[The data]
------
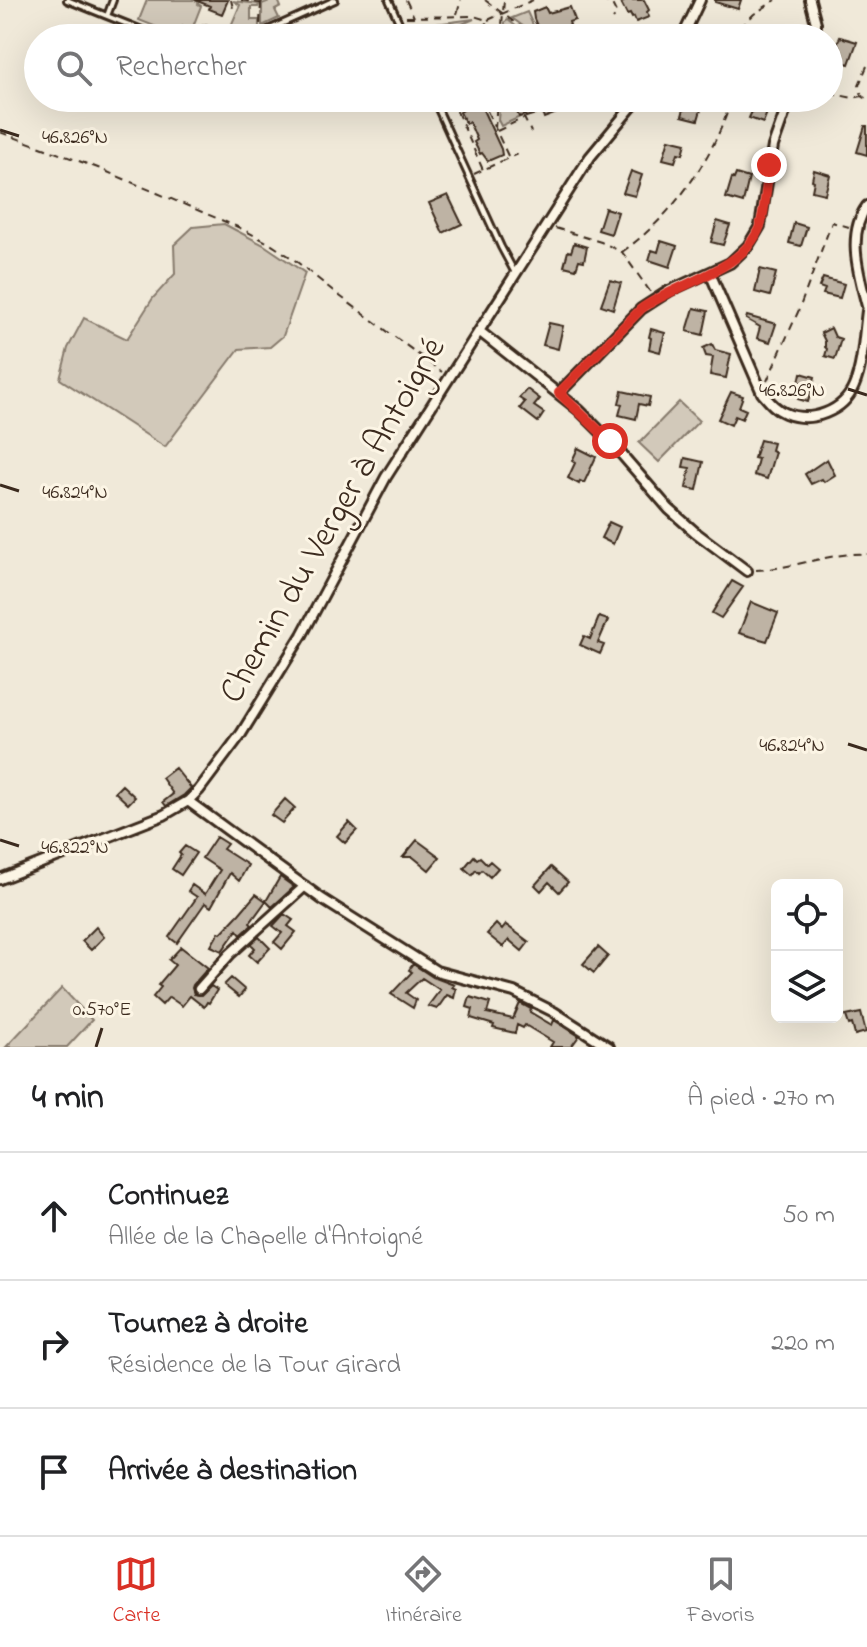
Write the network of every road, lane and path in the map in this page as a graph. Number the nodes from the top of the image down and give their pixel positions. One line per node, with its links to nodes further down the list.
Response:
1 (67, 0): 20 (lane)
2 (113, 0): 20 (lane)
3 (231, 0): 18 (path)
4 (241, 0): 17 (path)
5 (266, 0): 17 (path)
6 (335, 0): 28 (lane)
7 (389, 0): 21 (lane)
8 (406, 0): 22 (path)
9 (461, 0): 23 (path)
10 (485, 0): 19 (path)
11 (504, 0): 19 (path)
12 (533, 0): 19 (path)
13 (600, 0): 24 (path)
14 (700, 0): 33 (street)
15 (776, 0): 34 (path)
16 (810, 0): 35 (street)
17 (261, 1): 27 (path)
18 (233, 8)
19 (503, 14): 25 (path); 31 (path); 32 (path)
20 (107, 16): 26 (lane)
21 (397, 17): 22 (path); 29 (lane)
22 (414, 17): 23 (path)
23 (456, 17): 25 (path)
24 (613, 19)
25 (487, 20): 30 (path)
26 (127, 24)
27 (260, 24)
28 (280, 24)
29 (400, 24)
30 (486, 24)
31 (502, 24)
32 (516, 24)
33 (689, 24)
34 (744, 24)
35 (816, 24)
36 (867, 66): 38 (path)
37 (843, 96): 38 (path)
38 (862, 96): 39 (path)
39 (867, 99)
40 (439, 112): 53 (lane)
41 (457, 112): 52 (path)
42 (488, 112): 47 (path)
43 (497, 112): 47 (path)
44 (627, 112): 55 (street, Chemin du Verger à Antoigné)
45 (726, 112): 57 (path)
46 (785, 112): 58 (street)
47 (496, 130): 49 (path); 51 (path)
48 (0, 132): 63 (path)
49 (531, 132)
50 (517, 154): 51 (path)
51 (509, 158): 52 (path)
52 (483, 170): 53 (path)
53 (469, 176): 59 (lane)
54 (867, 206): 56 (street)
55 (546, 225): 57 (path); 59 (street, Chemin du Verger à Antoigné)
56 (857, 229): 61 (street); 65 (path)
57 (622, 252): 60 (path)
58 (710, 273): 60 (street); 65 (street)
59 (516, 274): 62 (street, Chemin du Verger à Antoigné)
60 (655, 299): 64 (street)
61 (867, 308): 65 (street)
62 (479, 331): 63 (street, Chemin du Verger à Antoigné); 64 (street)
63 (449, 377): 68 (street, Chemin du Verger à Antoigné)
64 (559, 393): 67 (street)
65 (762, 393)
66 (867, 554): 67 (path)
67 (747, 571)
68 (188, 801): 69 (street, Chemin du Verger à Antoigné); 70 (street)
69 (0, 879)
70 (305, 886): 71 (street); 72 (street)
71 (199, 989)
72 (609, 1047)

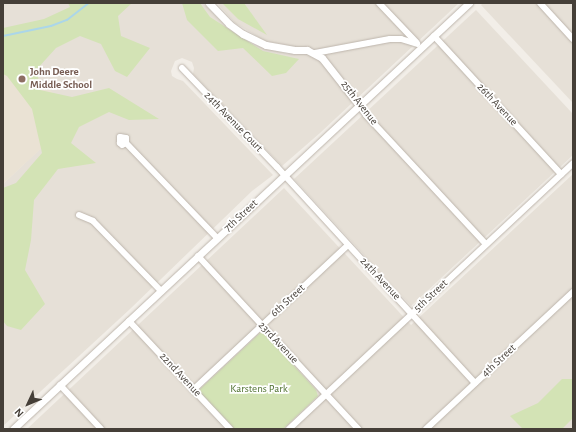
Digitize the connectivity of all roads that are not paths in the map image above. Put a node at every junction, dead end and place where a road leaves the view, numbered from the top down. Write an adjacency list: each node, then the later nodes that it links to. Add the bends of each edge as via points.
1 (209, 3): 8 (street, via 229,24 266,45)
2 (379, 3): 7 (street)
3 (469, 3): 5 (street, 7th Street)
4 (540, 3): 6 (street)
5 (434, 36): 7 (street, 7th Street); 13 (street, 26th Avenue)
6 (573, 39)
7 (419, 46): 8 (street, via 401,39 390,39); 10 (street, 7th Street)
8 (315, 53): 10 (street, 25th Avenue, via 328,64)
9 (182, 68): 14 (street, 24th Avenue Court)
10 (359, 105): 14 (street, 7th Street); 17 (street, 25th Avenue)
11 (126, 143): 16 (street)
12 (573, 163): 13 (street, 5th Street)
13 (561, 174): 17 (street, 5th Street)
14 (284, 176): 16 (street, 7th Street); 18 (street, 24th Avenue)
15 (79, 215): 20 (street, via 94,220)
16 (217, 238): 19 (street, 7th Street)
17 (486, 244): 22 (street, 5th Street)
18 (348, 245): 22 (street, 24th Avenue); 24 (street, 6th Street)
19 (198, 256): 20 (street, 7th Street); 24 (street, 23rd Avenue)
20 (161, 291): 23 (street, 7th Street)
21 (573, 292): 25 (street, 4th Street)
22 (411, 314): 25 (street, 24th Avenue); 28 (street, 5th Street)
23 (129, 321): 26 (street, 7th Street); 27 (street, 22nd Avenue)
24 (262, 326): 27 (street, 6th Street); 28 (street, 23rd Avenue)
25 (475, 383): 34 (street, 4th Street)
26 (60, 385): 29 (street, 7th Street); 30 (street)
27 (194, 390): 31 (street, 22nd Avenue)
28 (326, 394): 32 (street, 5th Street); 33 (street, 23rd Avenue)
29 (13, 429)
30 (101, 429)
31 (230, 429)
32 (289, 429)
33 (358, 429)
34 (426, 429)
------
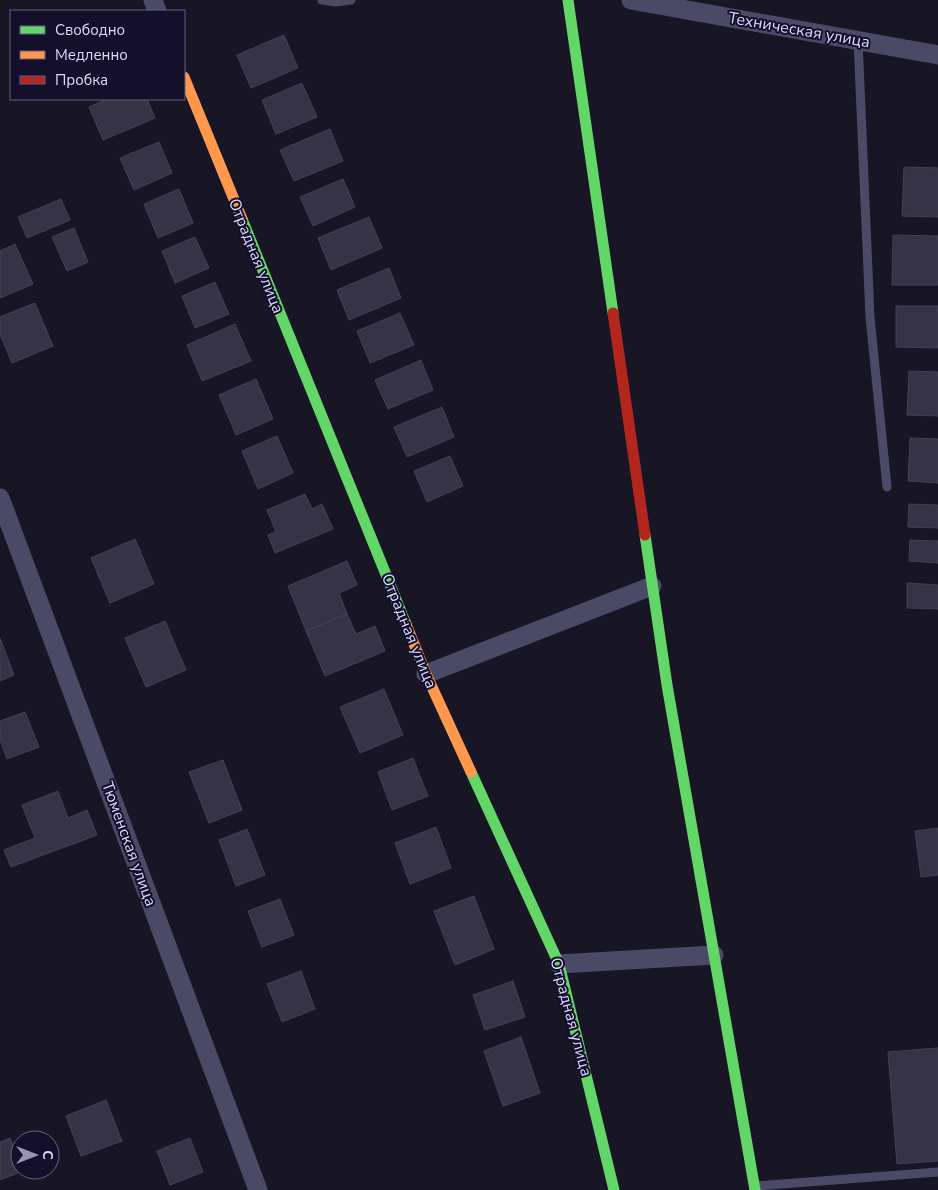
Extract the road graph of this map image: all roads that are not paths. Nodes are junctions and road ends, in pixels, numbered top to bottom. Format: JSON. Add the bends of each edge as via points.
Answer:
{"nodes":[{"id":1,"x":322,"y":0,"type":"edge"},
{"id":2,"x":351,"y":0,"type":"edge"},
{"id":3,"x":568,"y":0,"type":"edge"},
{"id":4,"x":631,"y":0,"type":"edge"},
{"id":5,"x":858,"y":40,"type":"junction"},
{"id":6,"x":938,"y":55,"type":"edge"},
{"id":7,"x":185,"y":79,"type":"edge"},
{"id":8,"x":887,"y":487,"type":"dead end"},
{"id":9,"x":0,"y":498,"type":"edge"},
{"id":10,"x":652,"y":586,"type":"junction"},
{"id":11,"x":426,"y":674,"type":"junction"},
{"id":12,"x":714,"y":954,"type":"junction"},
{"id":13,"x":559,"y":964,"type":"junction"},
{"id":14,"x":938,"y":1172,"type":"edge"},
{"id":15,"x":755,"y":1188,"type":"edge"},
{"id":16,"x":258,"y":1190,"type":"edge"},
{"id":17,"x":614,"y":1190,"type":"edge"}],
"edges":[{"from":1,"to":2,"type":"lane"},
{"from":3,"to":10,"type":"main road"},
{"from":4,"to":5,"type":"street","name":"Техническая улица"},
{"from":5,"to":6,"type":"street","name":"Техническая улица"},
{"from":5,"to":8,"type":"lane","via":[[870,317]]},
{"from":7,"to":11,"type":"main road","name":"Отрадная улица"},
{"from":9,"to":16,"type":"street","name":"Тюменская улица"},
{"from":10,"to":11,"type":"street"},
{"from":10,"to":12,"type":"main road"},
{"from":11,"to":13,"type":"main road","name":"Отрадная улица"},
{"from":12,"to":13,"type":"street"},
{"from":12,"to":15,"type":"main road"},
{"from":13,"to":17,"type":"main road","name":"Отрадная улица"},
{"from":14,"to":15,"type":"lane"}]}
------
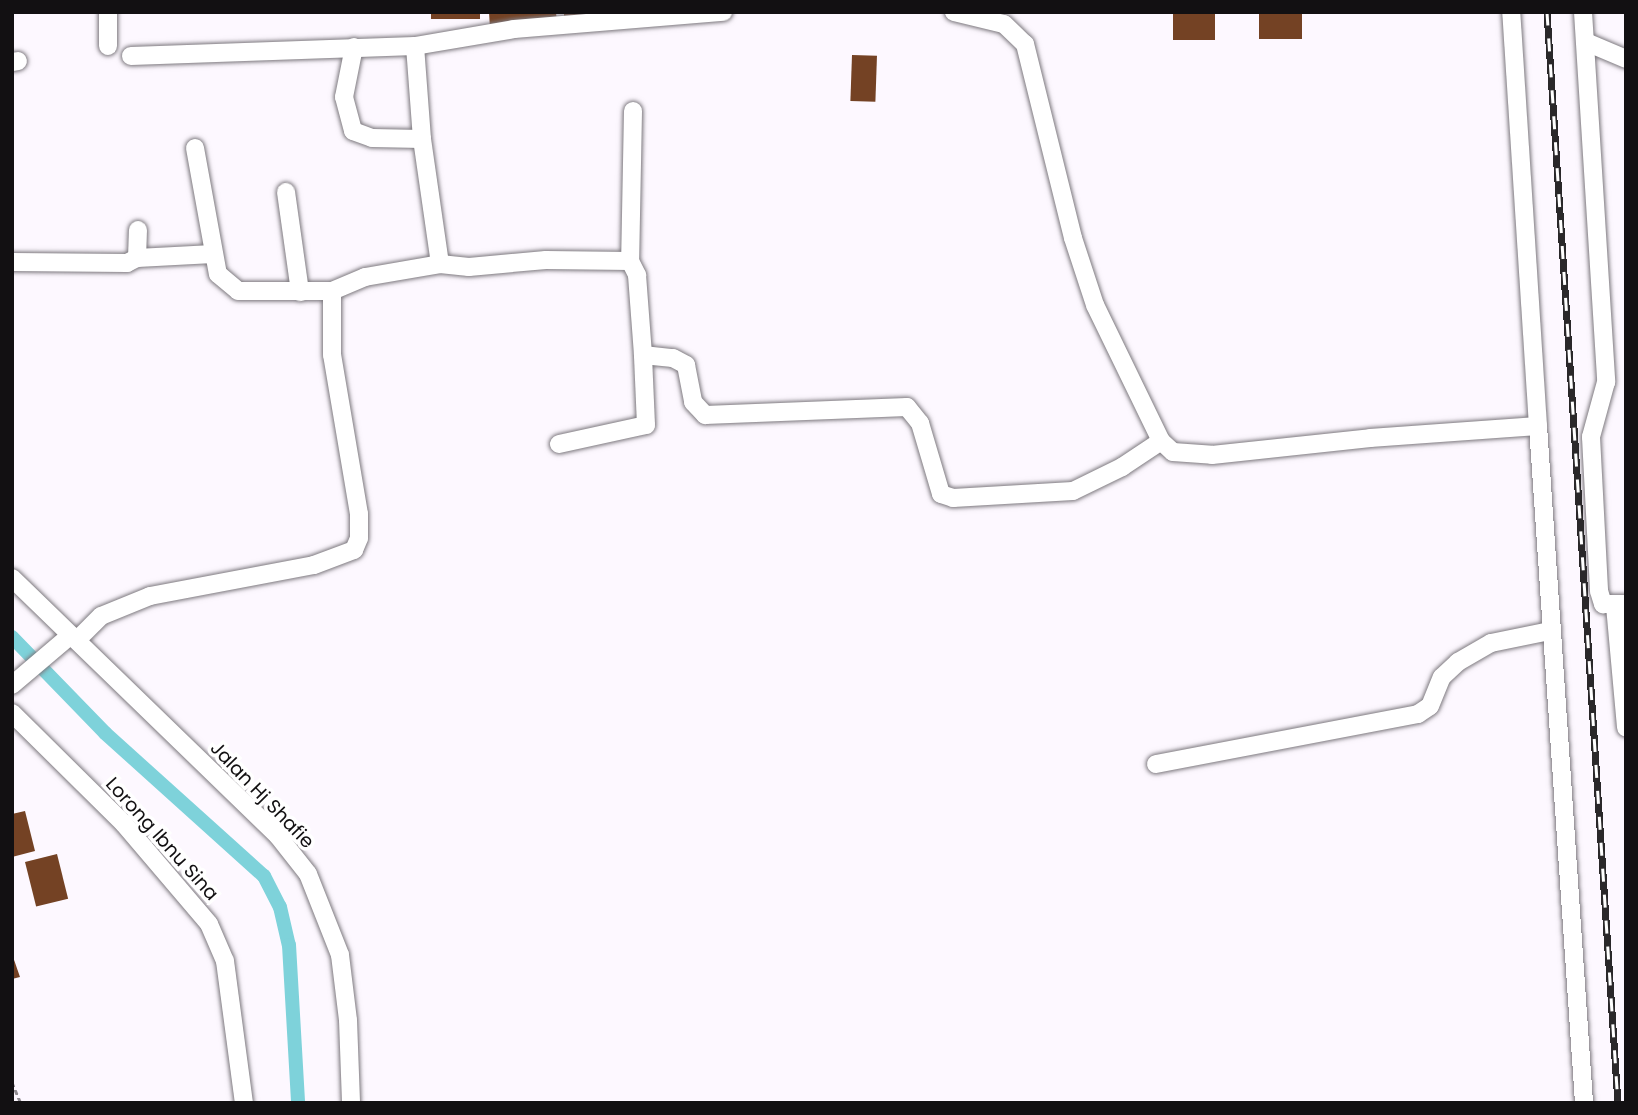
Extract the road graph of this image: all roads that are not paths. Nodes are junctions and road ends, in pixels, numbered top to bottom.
------
[What the task asks]
Look through the data above. Find each line with the string "junctions" and copy it.

[Exercise output]
Extract the road graph of this map image: all roads that are not paths. Nodes are junctions and road ends, in pixels, numbered top to bottom. Format: JSON. Add the bends of each edge as via points.
Extract the road graph of this image: all roads that are not paths. Nodes are junctions and road ends, in pixels, numbered top to bottom.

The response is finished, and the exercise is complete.